This page uses Creative Commons Licensed content from Wikipedia (view authors).

Aaron V. McGruder (born May 29, 1974) is an American cartoonist best known for writing and drawing The Boondocks, a Universal Press Syndicate comic strip about two young African American brothers from inner-city Chicago now living with their grandfather in a sedate suburb, as well as being the creator and executive producer of The Boondocks TV series based on his strip. Through the exceptionally intelligent Huey (named after Huey P. Newton) and his younger brother and wannabe gangsta Riley, the strip explores issues involving African American culture and American politics.
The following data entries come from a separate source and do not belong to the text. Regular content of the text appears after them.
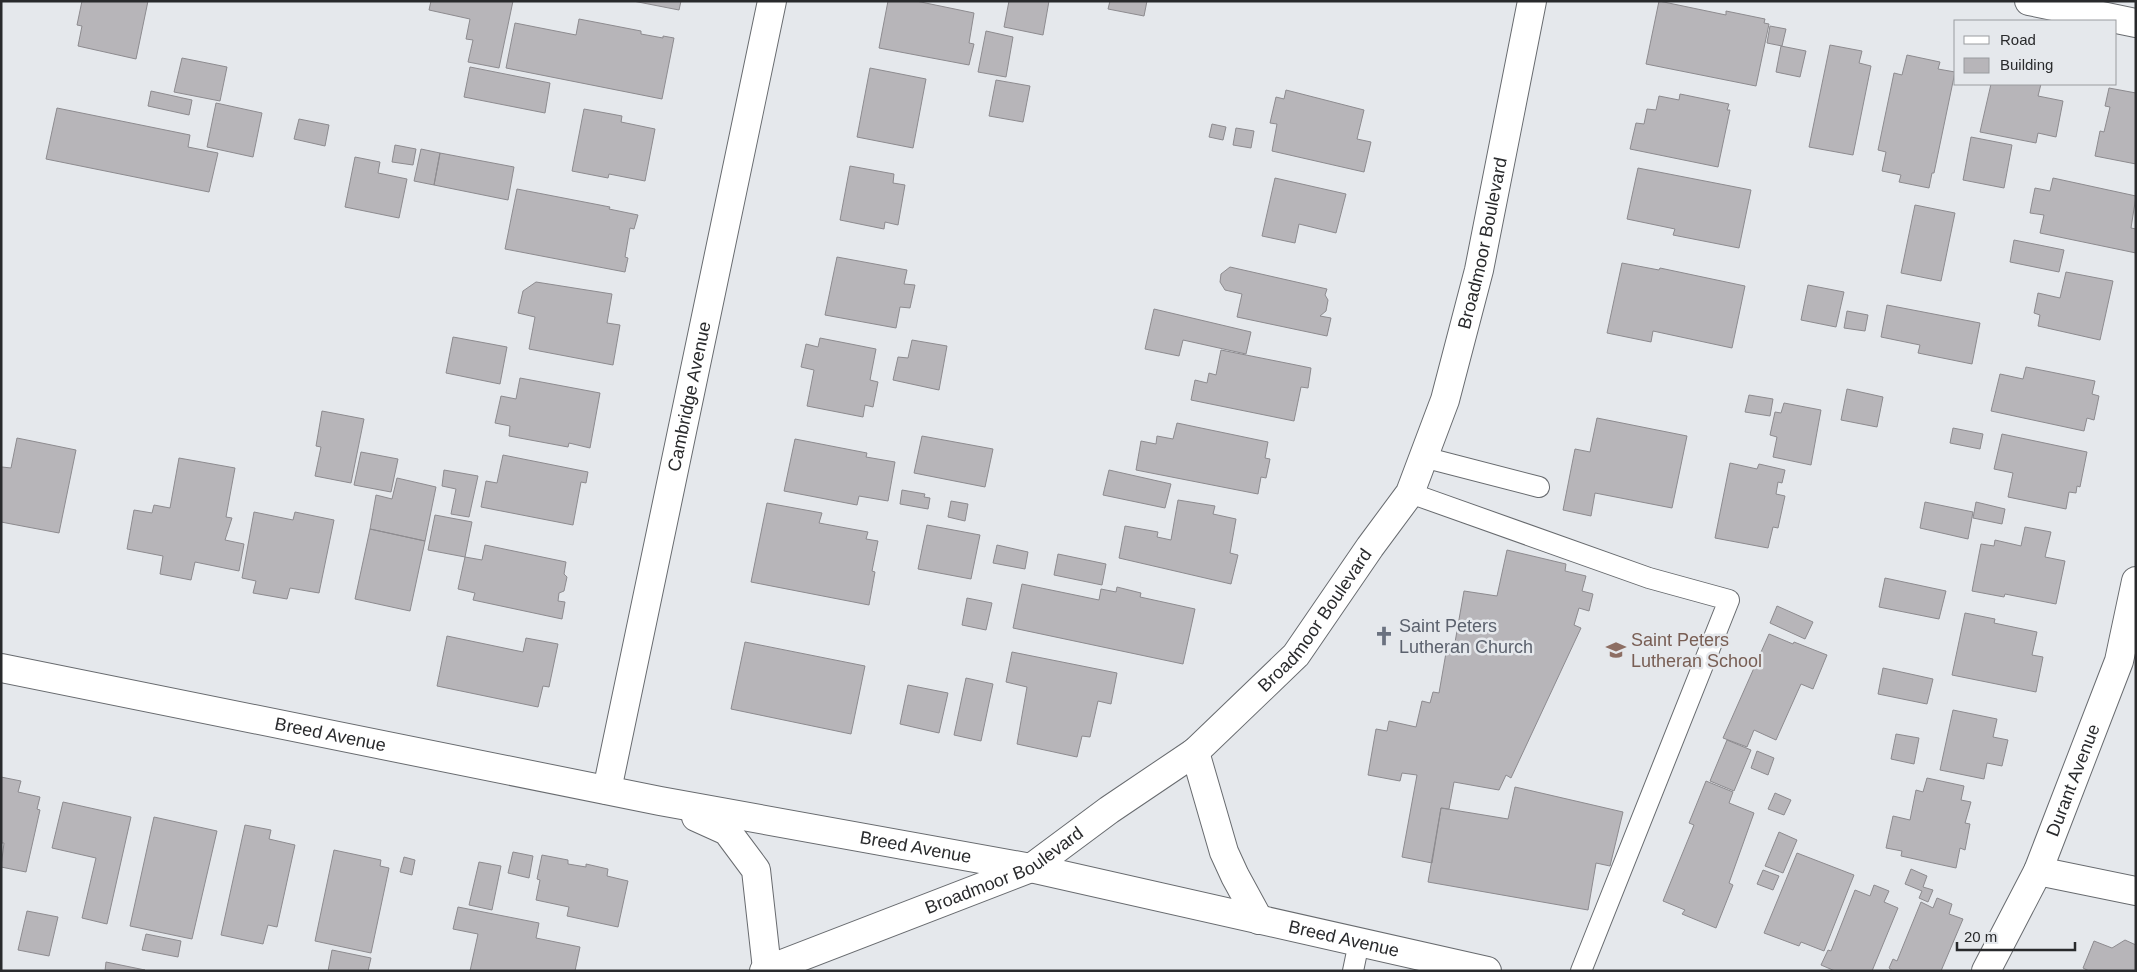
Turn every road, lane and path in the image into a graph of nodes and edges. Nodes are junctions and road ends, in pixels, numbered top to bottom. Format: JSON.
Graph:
{"nodes":[{"id":1,"x":772,"y":1,"type":"edge"},
{"id":2,"x":1532,"y":1,"type":"edge"},
{"id":3,"x":2029,"y":1,"type":"edge"},
{"id":4,"x":2136,"y":23,"type":"edge"},
{"id":5,"x":1423,"y":457,"type":"junction"},
{"id":6,"x":1539,"y":487,"type":"dead end"},
{"id":7,"x":1410,"y":493,"type":"junction"},
{"id":8,"x":2136,"y":581,"type":"edge"},
{"id":9,"x":1,"y":668,"type":"edge"},
{"id":10,"x":1195,"y":752,"type":"junction"},
{"id":11,"x":607,"y":790,"type":"junction"},
{"id":12,"x":660,"y":801,"type":"junction"},
{"id":13,"x":1030,"y":868,"type":"junction"},
{"id":14,"x":2038,"y":871,"type":"junction"},
{"id":15,"x":2136,"y":891,"type":"edge"},
{"id":16,"x":1259,"y":920,"type":"junction"},
{"id":17,"x":1359,"y":942,"type":"junction"},
{"id":18,"x":766,"y":970,"type":"edge"},
{"id":19,"x":1353,"y":971,"type":"edge"},
{"id":20,"x":1487,"y":971,"type":"edge"},
{"id":21,"x":1581,"y":971,"type":"edge"},
{"id":22,"x":1986,"y":971,"type":"edge"}],
"edges":[{"from":1,"to":11,"type":"street","name":"Cambridge Avenue"},
{"from":2,"to":5,"type":"street","name":"Broadmoor Boulevard"},
{"from":3,"to":4,"type":"street"},
{"from":5,"to":6,"type":"lane"},
{"from":5,"to":7,"type":"street","name":"Broadmoor Boulevard"},
{"from":7,"to":10,"type":"street","name":"Broadmoor Boulevard"},
{"from":7,"to":21,"type":"lane"},
{"from":8,"to":14,"type":"street","name":"Durant Avenue"},
{"from":9,"to":11,"type":"street","name":"Breed Avenue"},
{"from":10,"to":13,"type":"street","name":"Broadmoor Boulevard"},
{"from":10,"to":16,"type":"street"},
{"from":11,"to":12,"type":"street","name":"Breed Avenue"},
{"from":12,"to":13,"type":"street","name":"Breed Avenue"},
{"from":12,"to":18,"type":"street","name":"Breed Avenue"},
{"from":13,"to":16,"type":"street","name":"Breed Avenue"},
{"from":13,"to":18,"type":"street","name":"Broadmoor Boulevard"},
{"from":14,"to":15,"type":"street"},
{"from":14,"to":22,"type":"street","name":"Durant Avenue"},
{"from":16,"to":17,"type":"street","name":"Breed Avenue"},
{"from":17,"to":19,"type":"lane"},
{"from":17,"to":20,"type":"street","name":"Breed Avenue"}]}
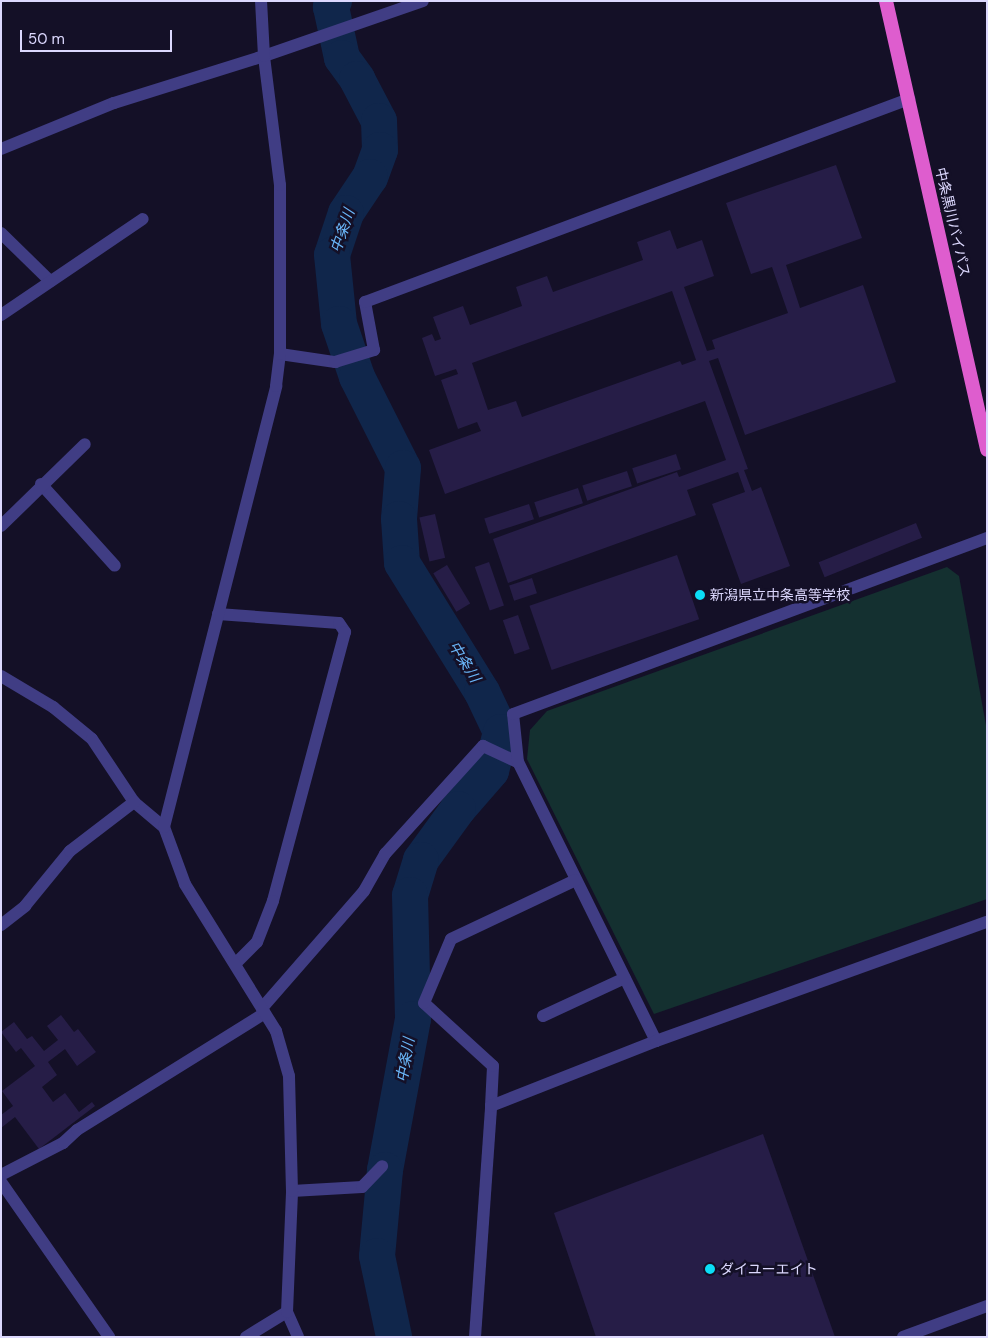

Aaron McGruder was born in Chicago, Illinois. When McGruder's father accepted a job with the National Transportation Safety Board, McGruder moved to Columbia, Maryland, at the age of six with his parents and his older brother. He attended a Jesuit school from grades seven to nine, followed by public high school at Oakland Mills High School and the University of Maryland, from which he graduated with a degree in African American Studies. The Boondocks debuted in the campus newspaper, The Diamondback, in late 1997, under its then-editor, Jayson Blair. McGruder created the comic while working at the Presentation Graphics Lab on campus. At the time, he was also a DJ on the "Soul Controllers Mix Show" on WMUC. McGruder currently lives in Los Angeles, California, where his projects include the Boondocks animated series and the Super Deluxe variety comedy series The Super Rumble Mix Show. He is the author of five Boondocks collections: All The Rage, Public Enemy #2, A Right To Be Hostile, Fresh for '01: You Suckaz, and Boondocks: Because I Know You Don't Read The Newspaper. McGruder is also the co-author, with Reginald Hudlin, of a 2004 graphic novel, Birth of a Nation: A Comic Novel, drawn by cartoonist Kyle Baker, and a frequent public speaker on political and cultural issues. He recently worked as screenwriter in the final treatment of the film Red Tails. With George Lucas as executive producer, the story is based on the Tuskegee Airmen, a group of African American combat pilots during World War II. In 2013, McGruder expressed interest in filming a movie starring Uncle Ruckus (a character from The Boondocks) with Gary Anthony Williams reprising his role from the TV show if a total of $200,000 was donated to between January 30 through March 1 7:00 p.m. EST. The campaign ended with 2,667 backers and $129,963 of the $200,000 goal.

Leaving The Boondocks

In March of 2014, The Boondocks was revived, set to air on April 21, 2014, without the show's creator. McGruder has created a new series for the network entitled Black Jesus. He Later then left a post on his Black Jesus Facebook page saying As the world now knows, The Boondocks will be returning for a fourth season, but I will not be returning with it. I’d like to extend my gratitude to Sony and Adult Swim for three great seasons. I created The Boondocks two decades ago in college, did the daily comic for six years, and was showrunner on the animated series for the first three seasons. The Boondocks pretty much… represents my life’s work to this point. Huey, Riley, and Granddad are not just property to me. They are my fictional blood relatives. Nothing is more painful than to leave them behind. To quote a great white man, “Hollywood is a business”. And to quote another great white man, “Don’t hold grudges”. What has never been lost on me is the enormous responsibility that came with The Boondocks – particularly the television show and it’s relatively young audience. It was important to offend, but equally important to offend for the right reasons. For three seasons I personally navigated this show through the minefields of controversy. It was not perfect. And it definitely was not quick. But it was always done with a keen sense of duty, history, culture, and love. Anything less would have been simply unacceptable. As for me, I’m finally putting a life of controversy and troublemaking behind me with my upcoming Adult Swim show, BLACK JESUS. - AM


McGruder has been a Controversial veritable lightning rod for criticism since The Boondocks's debut as a comic strip in 1999, with newspapers consigning it to editorial sections, or suspending the run of the strip altogether. Favored targets of The Boondocks include BET, Condoleezza Rice, Whitney Houston, Bill Cosby, Vivica A. Fox, black political commentator Larry Elder, even Star Wars.A feud with BET has given McGruder much material both for his strip and the animated series based upon it; he has had an adverse relationship with BET for years. Two episodes in Season 2 of The Boondocks animated series were banned in the U.S. and Canada; however, they resurfaced for television airplay weeks later. The episodes in question depict BET as an evil media empire plotting the destruction of black people.